Recorded data:
********************

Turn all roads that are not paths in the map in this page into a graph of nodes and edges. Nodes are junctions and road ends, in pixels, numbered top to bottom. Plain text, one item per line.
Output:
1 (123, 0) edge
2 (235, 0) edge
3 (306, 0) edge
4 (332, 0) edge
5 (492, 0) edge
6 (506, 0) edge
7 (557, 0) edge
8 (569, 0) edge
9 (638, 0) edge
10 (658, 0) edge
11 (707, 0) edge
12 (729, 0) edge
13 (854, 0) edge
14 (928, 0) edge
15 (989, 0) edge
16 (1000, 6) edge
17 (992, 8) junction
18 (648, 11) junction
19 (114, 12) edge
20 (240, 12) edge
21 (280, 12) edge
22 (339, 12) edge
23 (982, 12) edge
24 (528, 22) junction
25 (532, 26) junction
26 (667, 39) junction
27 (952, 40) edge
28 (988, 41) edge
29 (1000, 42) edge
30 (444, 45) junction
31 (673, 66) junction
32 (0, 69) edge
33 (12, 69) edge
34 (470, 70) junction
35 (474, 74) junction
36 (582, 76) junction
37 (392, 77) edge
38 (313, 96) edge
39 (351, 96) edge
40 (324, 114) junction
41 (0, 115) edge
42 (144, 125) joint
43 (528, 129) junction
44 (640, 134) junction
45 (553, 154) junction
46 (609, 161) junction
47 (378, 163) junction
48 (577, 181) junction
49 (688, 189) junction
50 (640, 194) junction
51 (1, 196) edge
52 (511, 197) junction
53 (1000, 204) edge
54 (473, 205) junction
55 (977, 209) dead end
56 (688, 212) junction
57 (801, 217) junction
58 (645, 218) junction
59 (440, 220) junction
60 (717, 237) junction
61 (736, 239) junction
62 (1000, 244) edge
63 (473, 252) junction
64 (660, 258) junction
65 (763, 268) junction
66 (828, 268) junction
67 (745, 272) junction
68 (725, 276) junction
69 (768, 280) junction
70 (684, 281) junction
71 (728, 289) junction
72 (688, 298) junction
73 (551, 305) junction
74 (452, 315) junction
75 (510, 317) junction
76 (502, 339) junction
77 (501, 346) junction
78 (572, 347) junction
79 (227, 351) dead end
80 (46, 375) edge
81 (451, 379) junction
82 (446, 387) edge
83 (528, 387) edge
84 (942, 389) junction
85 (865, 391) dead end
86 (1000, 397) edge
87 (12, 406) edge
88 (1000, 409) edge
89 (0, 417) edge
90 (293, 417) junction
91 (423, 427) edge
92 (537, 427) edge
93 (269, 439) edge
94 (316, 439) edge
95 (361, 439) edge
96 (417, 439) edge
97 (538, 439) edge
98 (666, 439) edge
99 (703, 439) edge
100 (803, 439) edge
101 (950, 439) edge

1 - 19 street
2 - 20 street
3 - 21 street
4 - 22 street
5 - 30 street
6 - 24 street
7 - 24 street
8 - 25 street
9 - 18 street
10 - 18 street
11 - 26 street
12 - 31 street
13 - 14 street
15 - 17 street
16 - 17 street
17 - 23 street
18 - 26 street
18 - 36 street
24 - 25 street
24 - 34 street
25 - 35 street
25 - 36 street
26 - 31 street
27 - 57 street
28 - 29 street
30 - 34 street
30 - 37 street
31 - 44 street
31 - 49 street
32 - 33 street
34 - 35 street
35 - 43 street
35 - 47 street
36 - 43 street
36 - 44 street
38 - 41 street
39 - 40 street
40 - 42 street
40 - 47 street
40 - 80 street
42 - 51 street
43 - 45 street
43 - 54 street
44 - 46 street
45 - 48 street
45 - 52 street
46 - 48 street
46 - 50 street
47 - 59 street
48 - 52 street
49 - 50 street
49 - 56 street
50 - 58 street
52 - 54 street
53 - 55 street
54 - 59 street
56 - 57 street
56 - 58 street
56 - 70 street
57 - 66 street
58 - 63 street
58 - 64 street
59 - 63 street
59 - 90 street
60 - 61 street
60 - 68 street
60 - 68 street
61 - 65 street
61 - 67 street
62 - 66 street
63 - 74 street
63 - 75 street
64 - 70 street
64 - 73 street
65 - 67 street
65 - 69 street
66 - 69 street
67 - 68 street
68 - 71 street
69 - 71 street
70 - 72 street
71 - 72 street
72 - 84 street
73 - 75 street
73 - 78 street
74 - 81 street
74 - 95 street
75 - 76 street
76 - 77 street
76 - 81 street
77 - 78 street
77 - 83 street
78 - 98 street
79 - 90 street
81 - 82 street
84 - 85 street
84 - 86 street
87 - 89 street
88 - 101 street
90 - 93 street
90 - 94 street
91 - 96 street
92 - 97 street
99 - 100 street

********************

DESCRIPTION OF THE TASK -> For each record above, output it exactly as written.

TASK OUTPUT ->
Turn all roads that are not paths in the map in this page into a graph of nodes and edges. Nodes are junctions and road ends, in pixels, numbered top to bottom. Plain text, one item per line.
Output:
1 (123, 0) edge
2 (235, 0) edge
3 (306, 0) edge
4 (332, 0) edge
5 (492, 0) edge
6 (506, 0) edge
7 (557, 0) edge
8 (569, 0) edge
9 (638, 0) edge
10 (658, 0) edge
11 (707, 0) edge
12 (729, 0) edge
13 (854, 0) edge
14 (928, 0) edge
15 (989, 0) edge
16 (1000, 6) edge
17 (992, 8) junction
18 (648, 11) junction
19 (114, 12) edge
20 (240, 12) edge
21 (280, 12) edge
22 (339, 12) edge
23 (982, 12) edge
24 (528, 22) junction
25 (532, 26) junction
26 (667, 39) junction
27 (952, 40) edge
28 (988, 41) edge
29 (1000, 42) edge
30 (444, 45) junction
31 (673, 66) junction
32 (0, 69) edge
33 (12, 69) edge
34 (470, 70) junction
35 (474, 74) junction
36 (582, 76) junction
37 (392, 77) edge
38 (313, 96) edge
39 (351, 96) edge
40 (324, 114) junction
41 (0, 115) edge
42 (144, 125) joint
43 (528, 129) junction
44 (640, 134) junction
45 (553, 154) junction
46 (609, 161) junction
47 (378, 163) junction
48 (577, 181) junction
49 (688, 189) junction
50 (640, 194) junction
51 (1, 196) edge
52 (511, 197) junction
53 (1000, 204) edge
54 (473, 205) junction
55 (977, 209) dead end
56 (688, 212) junction
57 (801, 217) junction
58 (645, 218) junction
59 (440, 220) junction
60 (717, 237) junction
61 (736, 239) junction
62 (1000, 244) edge
63 (473, 252) junction
64 (660, 258) junction
65 (763, 268) junction
66 (828, 268) junction
67 (745, 272) junction
68 (725, 276) junction
69 (768, 280) junction
70 (684, 281) junction
71 (728, 289) junction
72 (688, 298) junction
73 (551, 305) junction
74 (452, 315) junction
75 (510, 317) junction
76 (502, 339) junction
77 (501, 346) junction
78 (572, 347) junction
79 (227, 351) dead end
80 (46, 375) edge
81 (451, 379) junction
82 (446, 387) edge
83 (528, 387) edge
84 (942, 389) junction
85 (865, 391) dead end
86 (1000, 397) edge
87 (12, 406) edge
88 (1000, 409) edge
89 (0, 417) edge
90 (293, 417) junction
91 (423, 427) edge
92 (537, 427) edge
93 (269, 439) edge
94 (316, 439) edge
95 (361, 439) edge
96 (417, 439) edge
97 (538, 439) edge
98 (666, 439) edge
99 (703, 439) edge
100 (803, 439) edge
101 (950, 439) edge

1 - 19 street
2 - 20 street
3 - 21 street
4 - 22 street
5 - 30 street
6 - 24 street
7 - 24 street
8 - 25 street
9 - 18 street
10 - 18 street
11 - 26 street
12 - 31 street
13 - 14 street
15 - 17 street
16 - 17 street
17 - 23 street
18 - 26 street
18 - 36 street
24 - 25 street
24 - 34 street
25 - 35 street
25 - 36 street
26 - 31 street
27 - 57 street
28 - 29 street
30 - 34 street
30 - 37 street
31 - 44 street
31 - 49 street
32 - 33 street
34 - 35 street
35 - 43 street
35 - 47 street
36 - 43 street
36 - 44 street
38 - 41 street
39 - 40 street
40 - 42 street
40 - 47 street
40 - 80 street
42 - 51 street
43 - 45 street
43 - 54 street
44 - 46 street
45 - 48 street
45 - 52 street
46 - 48 street
46 - 50 street
47 - 59 street
48 - 52 street
49 - 50 street
49 - 56 street
50 - 58 street
52 - 54 street
53 - 55 street
54 - 59 street
56 - 57 street
56 - 58 street
56 - 70 street
57 - 66 street
58 - 63 street
58 - 64 street
59 - 63 street
59 - 90 street
60 - 61 street
60 - 68 street
60 - 68 street
61 - 65 street
61 - 67 street
62 - 66 street
63 - 74 street
63 - 75 street
64 - 70 street
64 - 73 street
65 - 67 street
65 - 69 street
66 - 69 street
67 - 68 street
68 - 71 street
69 - 71 street
70 - 72 street
71 - 72 street
72 - 84 street
73 - 75 street
73 - 78 street
74 - 81 street
74 - 95 street
75 - 76 street
76 - 77 street
76 - 81 street
77 - 78 street
77 - 83 street
78 - 98 street
79 - 90 street
81 - 82 street
84 - 85 street
84 - 86 street
87 - 89 street
88 - 101 street
90 - 93 street
90 - 94 street
91 - 96 street
92 - 97 street
99 - 100 street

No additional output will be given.